Input material:
**********

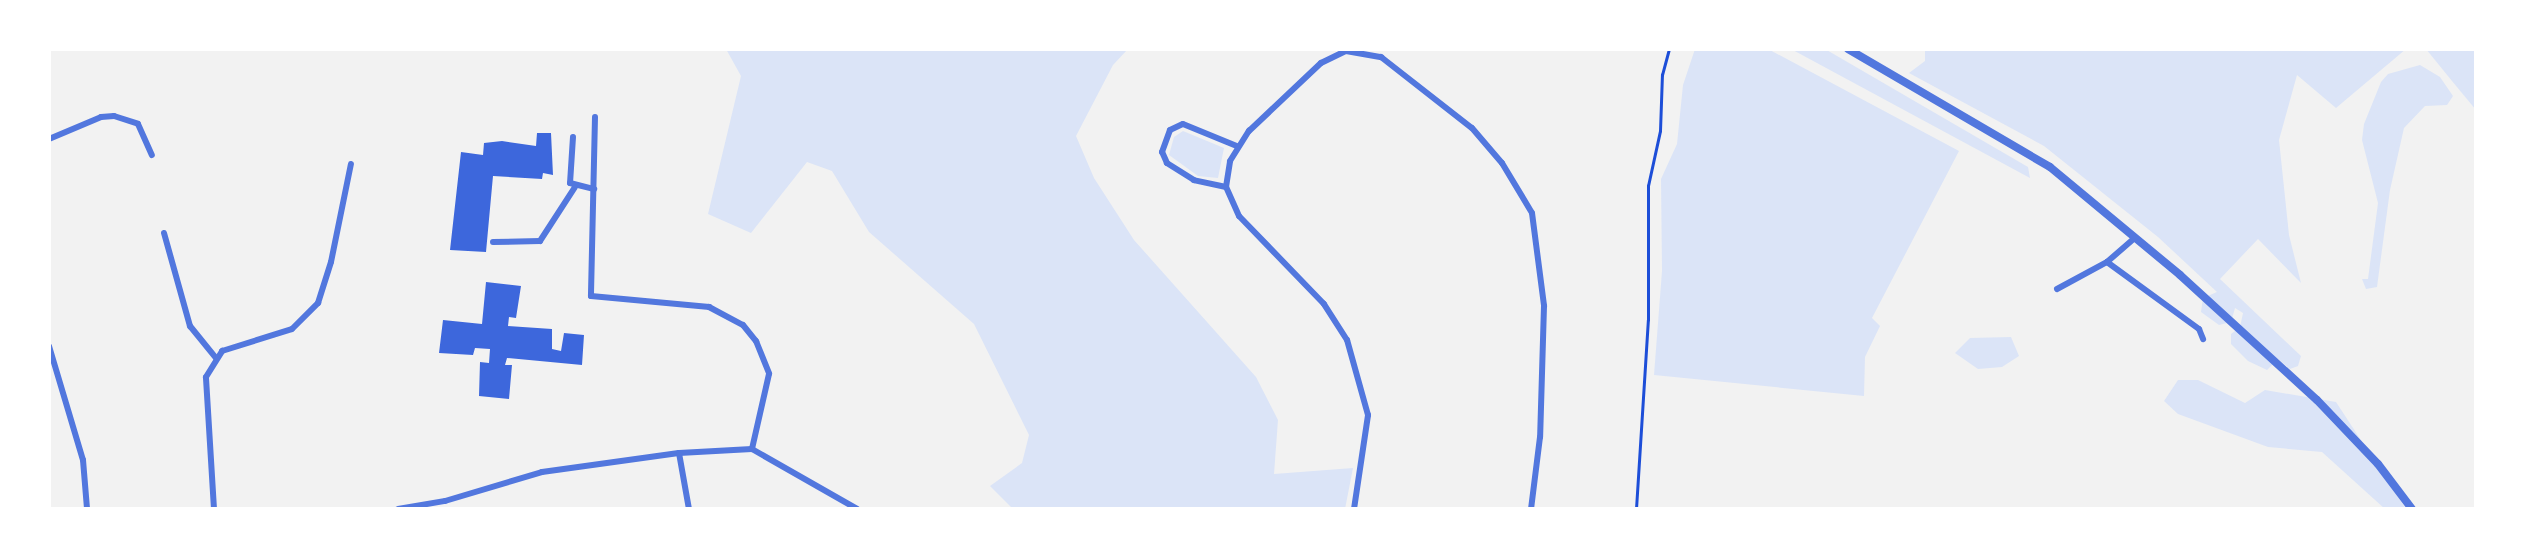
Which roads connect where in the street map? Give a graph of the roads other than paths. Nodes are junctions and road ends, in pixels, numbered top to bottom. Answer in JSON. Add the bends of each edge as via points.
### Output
{"nodes":[{"id":1,"x":1848,"y":49,"type":"edge"},
{"id":2,"x":595,"y":117,"type":"dead end"},
{"id":3,"x":573,"y":137,"type":"dead end"},
{"id":4,"x":49,"y":139,"type":"edge"},
{"id":5,"x":1237,"y":146,"type":"junction"},
{"id":6,"x":152,"y":155,"type":"dead end"},
{"id":7,"x":351,"y":164,"type":"dead end"},
{"id":8,"x":575,"y":187,"type":"junction"},
{"id":9,"x":1226,"y":187,"type":"junction"},
{"id":10,"x":594,"y":188,"type":"junction"},
{"id":11,"x":164,"y":233,"type":"dead end"},
{"id":12,"x":2135,"y":237,"type":"junction"},
{"id":13,"x":493,"y":242,"type":"dead end"},
{"id":14,"x":2107,"y":262,"type":"junction"},
{"id":15,"x":2057,"y":289,"type":"dead end"},
{"id":16,"x":2203,"y":339,"type":"dead end"},
{"id":17,"x":49,"y":346,"type":"edge"},
{"id":18,"x":216,"y":358,"type":"junction"},
{"id":19,"x":752,"y":449,"type":"junction"},
{"id":20,"x":679,"y":453,"type":"junction"},
{"id":21,"x":87,"y":509,"type":"edge"},
{"id":22,"x":214,"y":509,"type":"edge"},
{"id":23,"x":398,"y":509,"type":"edge"},
{"id":24,"x":689,"y":509,"type":"edge"},
{"id":25,"x":857,"y":509,"type":"edge"},
{"id":26,"x":1354,"y":509,"type":"edge"},
{"id":27,"x":1531,"y":509,"type":"edge"},
{"id":28,"x":2412,"y":509,"type":"edge"}],
"edges":[{"from":1,"to":12,"type":"street","via":[[2050,167]]},
{"from":2,"to":10,"type":"street"},
{"from":3,"to":8,"type":"street","via":[[570,183]]},
{"from":4,"to":6,"type":"street","via":[[114,116],[138,124]]},
{"from":5,"to":9,"type":"street"},
{"from":5,"to":9,"type":"street","via":[[1183,124],[1170,130],[1162,152],[1167,163],[1194,180]]},
{"from":5,"to":27,"type":"street","via":[[1321,63],[1335,53],[1357,51],[1381,57],[1472,128],[1502,163],[1532,214],[1539,245],[1544,306],[1540,424]]},
{"from":7,"to":18,"type":"street","via":[[318,303],[292,329],[243,341]]},
{"from":8,"to":10,"type":"street"},
{"from":8,"to":13,"type":"street","via":[[540,241]]},
{"from":9,"to":26,"type":"street","via":[[1239,216],[1324,304],[1351,351],[1368,415]]},
{"from":10,"to":19,"type":"street","via":[[591,296],[709,307],[743,326],[756,341],[769,374]]},
{"from":11,"to":18,"type":"street","via":[[190,326]]},
{"from":12,"to":14,"type":"street"},
{"from":12,"to":28,"type":"street","via":[[2317,400],[2378,464]]},
{"from":14,"to":15,"type":"street"},
{"from":14,"to":16,"type":"street","via":[[2199,329]]},
{"from":17,"to":21,"type":"street","via":[[83,460]]},
{"from":18,"to":22,"type":"street","via":[[204,394]]},
{"from":19,"to":20,"type":"street"},
{"from":19,"to":25,"type":"street"},
{"from":20,"to":23,"type":"street","via":[[542,472],[445,501]]},
{"from":20,"to":24,"type":"street"}]}
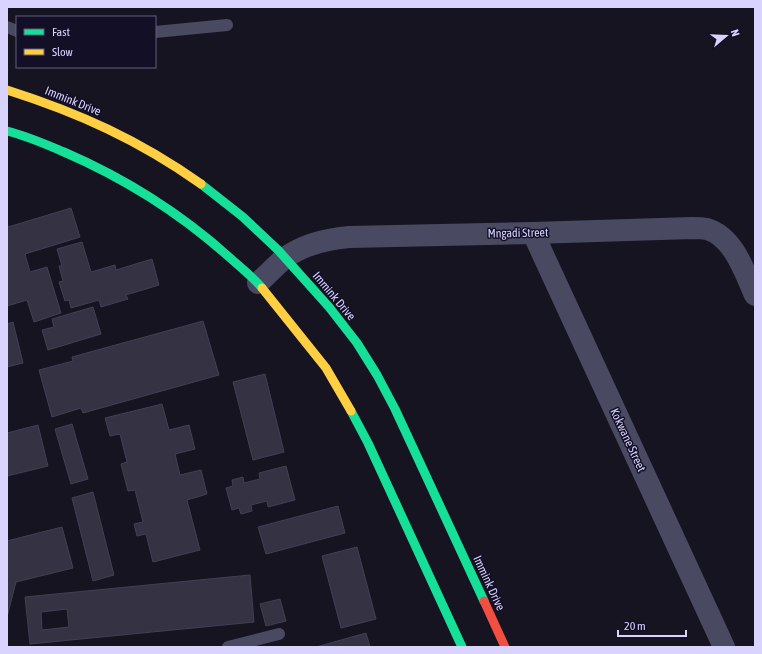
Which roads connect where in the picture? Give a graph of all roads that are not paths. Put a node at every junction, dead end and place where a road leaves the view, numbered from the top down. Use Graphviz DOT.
graph roads {
  1 [pos="227,25"];
  2 [pos="156,32"];
  3 [pos="7,90"];
  4 [pos="7,131"];
  5 [pos="533,233"];
  6 [pos="286,257"];
  7 [pos="258,283"];
  8 [pos="755,295"];
  9 [pos="279,634"];
  10 [pos="228,647"];
  11 [pos="462,647"];
  12 [pos="506,647"];
  13 [pos="724,647"];
  1 -- 2 [label="lane"];
  3 -- 6 [label="main road, Immink Drive"];
  4 -- 7 [label="main road"];
  5 -- 6 [label="street, Mngadi Street"];
  5 -- 8 [label="street, Mngadi Street"];
  5 -- 13 [label="street, Kokwane Street"];
  6 -- 7 [label="street, Mngadi Street"];
  6 -- 12 [label="main road, Immink Drive"];
  7 -- 11 [label="main road"];
  9 -- 10 [label="lane"];
}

**********

Work task: Write only the number of lines in the entries where the string "Give" occurs.

Exercise result: 2